Named joint coordinates
* * * *

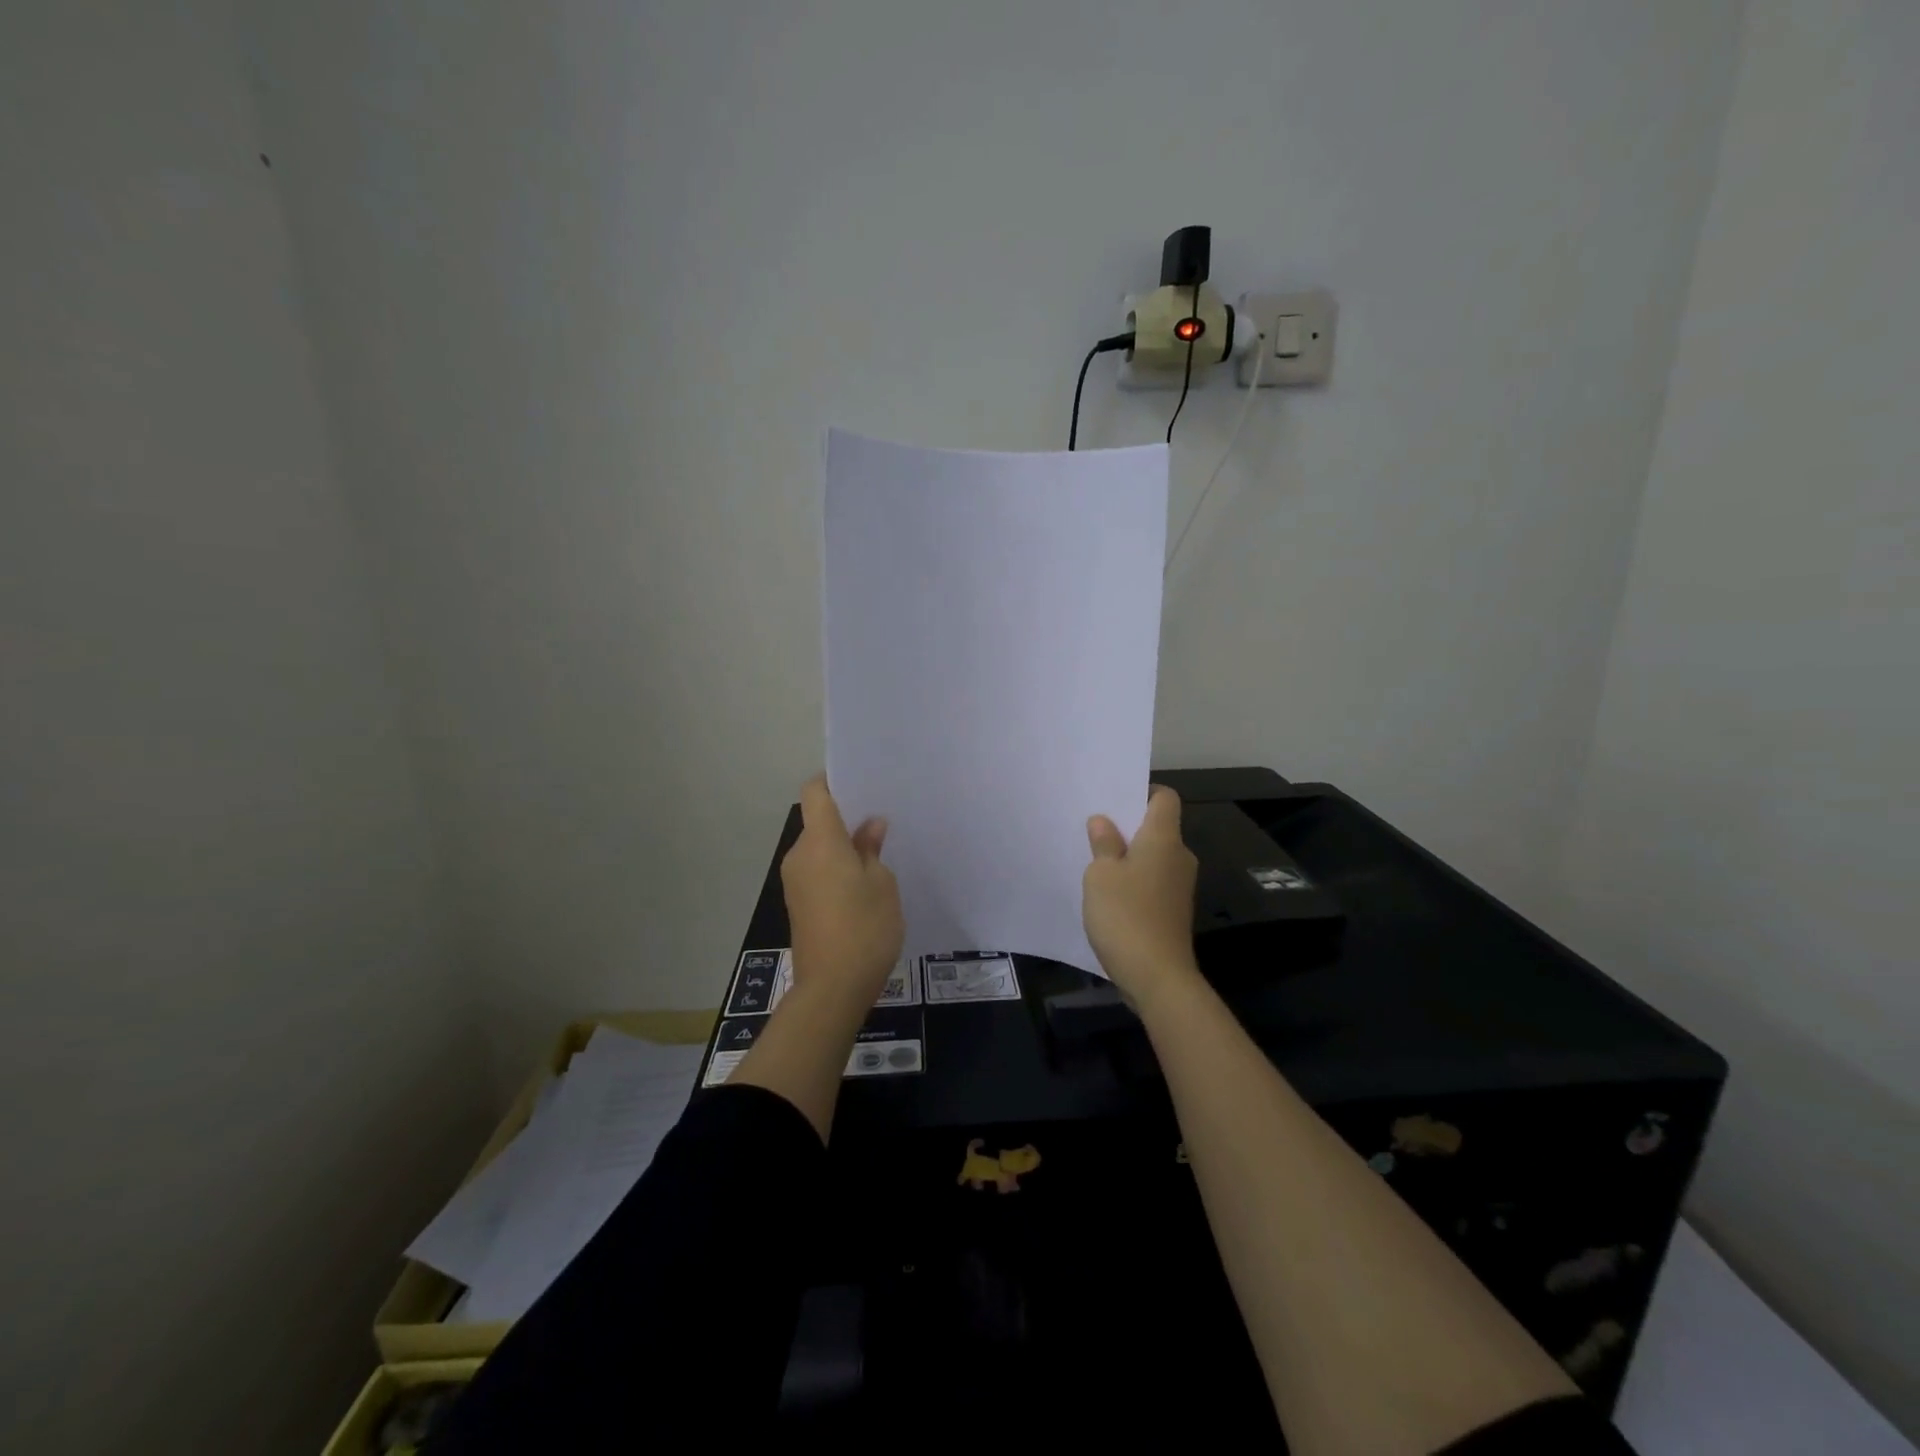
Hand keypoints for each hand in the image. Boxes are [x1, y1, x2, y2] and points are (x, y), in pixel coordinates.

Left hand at [781, 776, 904, 1011]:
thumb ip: (872, 849)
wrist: (832, 988)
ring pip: (818, 849)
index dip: (832, 781)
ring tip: (877, 856)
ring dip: (842, 848)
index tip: (859, 785)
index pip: (814, 792)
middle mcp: (799, 855)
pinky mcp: (798, 905)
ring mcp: (795, 882)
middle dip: (845, 820)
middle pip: (817, 822)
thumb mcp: (882, 883)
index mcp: (819, 841)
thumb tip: (869, 826)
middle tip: (881, 824)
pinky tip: (863, 885)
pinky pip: (816, 872)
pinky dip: (835, 870)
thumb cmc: (864, 928)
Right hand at [1083, 785, 1200, 1002]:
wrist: (1158, 977)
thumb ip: (1103, 843)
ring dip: (1129, 855)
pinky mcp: (1174, 910)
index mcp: (1164, 839)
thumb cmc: (1126, 915)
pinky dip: (1134, 879)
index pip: (1165, 798)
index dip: (1142, 792)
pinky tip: (1109, 892)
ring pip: (1154, 856)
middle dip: (1128, 825)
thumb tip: (1103, 822)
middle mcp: (1179, 857)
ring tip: (1095, 859)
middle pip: (1158, 827)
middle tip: (1093, 827)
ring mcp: (1179, 886)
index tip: (1114, 798)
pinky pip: (1153, 881)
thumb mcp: (1101, 875)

* * * *

● **EXERCISE OBJECTIVE**:
Send back an exact copy of only the lines from the line with "Left hand at" up to and including the line with "pinky dip: (1134, 879)" in the data above.

● **SOLUTION TO THIS EXERCISE**:
Left hand at [781, 776, 904, 1011]:
thumb ip: (872, 849)
wrist: (832, 988)
ring pip: (818, 849)
index dip: (832, 781)
ring tip: (877, 856)
ring dip: (842, 848)
index tip: (859, 785)
index pip: (814, 792)
middle mcp: (799, 855)
pinky mcp: (798, 905)
ring mcp: (795, 882)
middle dip: (845, 820)
middle pip: (817, 822)
thumb mcp: (882, 883)
index mcp: (819, 841)
thumb tip: (869, 826)
middle tip: (881, 824)
pinky tip: (863, 885)
pinky pip: (816, 872)
pinky dip: (835, 870)
thumb cmc: (864, 928)
Right hand at [1083, 785, 1200, 1002]:
wrist: (1158, 977)
thumb ip: (1103, 843)
ring dip: (1129, 855)
pinky mcp: (1174, 910)
index mcp: (1164, 839)
thumb cmc: (1126, 915)
pinky dip: (1134, 879)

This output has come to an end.